According to the report of the expedition, led by researcher Deborah S. Kelley of the University of Washington, see-through shrimp, crabs and other life forms crowd the white mineral chimney vents that clutter the field, named “Lost City” by scientists.

The report is published in the current issue of the journal Science.

The Lost City was discovered by accident in 2000, and a team returned in 2003.

Antje Boetius, a member of the trip from the Max Planck Institute for Marine Microbiology in Bremen, Germany, said the “amount of living organisms found inside the chimneys at the city was astonishing,” reported the AP.

The fluid escaping the vents reaches just less than 200 degrees Fahrenheit, significantly less than the vents’ dark counterparts, “black smokers,” which eject water at temperatures reaching 700 degrees.

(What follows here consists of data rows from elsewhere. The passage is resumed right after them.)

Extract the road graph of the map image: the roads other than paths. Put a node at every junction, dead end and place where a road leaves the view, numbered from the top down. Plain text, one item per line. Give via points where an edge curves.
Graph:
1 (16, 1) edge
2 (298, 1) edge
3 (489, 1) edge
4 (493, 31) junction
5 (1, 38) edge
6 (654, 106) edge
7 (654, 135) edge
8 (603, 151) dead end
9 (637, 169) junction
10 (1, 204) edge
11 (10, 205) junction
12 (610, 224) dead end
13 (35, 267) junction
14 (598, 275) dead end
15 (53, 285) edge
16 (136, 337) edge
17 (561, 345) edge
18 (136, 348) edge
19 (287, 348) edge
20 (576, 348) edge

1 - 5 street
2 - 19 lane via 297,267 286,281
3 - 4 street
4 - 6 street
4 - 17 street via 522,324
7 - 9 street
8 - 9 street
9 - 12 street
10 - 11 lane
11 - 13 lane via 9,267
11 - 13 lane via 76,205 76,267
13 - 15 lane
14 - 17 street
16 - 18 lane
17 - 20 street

Kelley said the discovery of the large numbers of strange, and mostly transparent or translucent, varieties of shrimp and crabs shows “how little we know about the ocean.”

Babies charged

Four infants were carried into a Bangladeshi court by their parents last month. The four, aged between 3 months and 2 years, faced charges of looting and causing criminal damage.

Relatives of the family said a neighbor brought the case as part of a land dispute, reported The Guardian.

Local police have ordered an investigation into the case against the children. It appears to be “false and fabricated,” said deputy police commissioner Billalur Rahman, according to the BBC Web site.

Anyone can file a criminal charge in Bangladesh, and in some cases, the procedure is abused as part of continued harassment, according to The Guardian.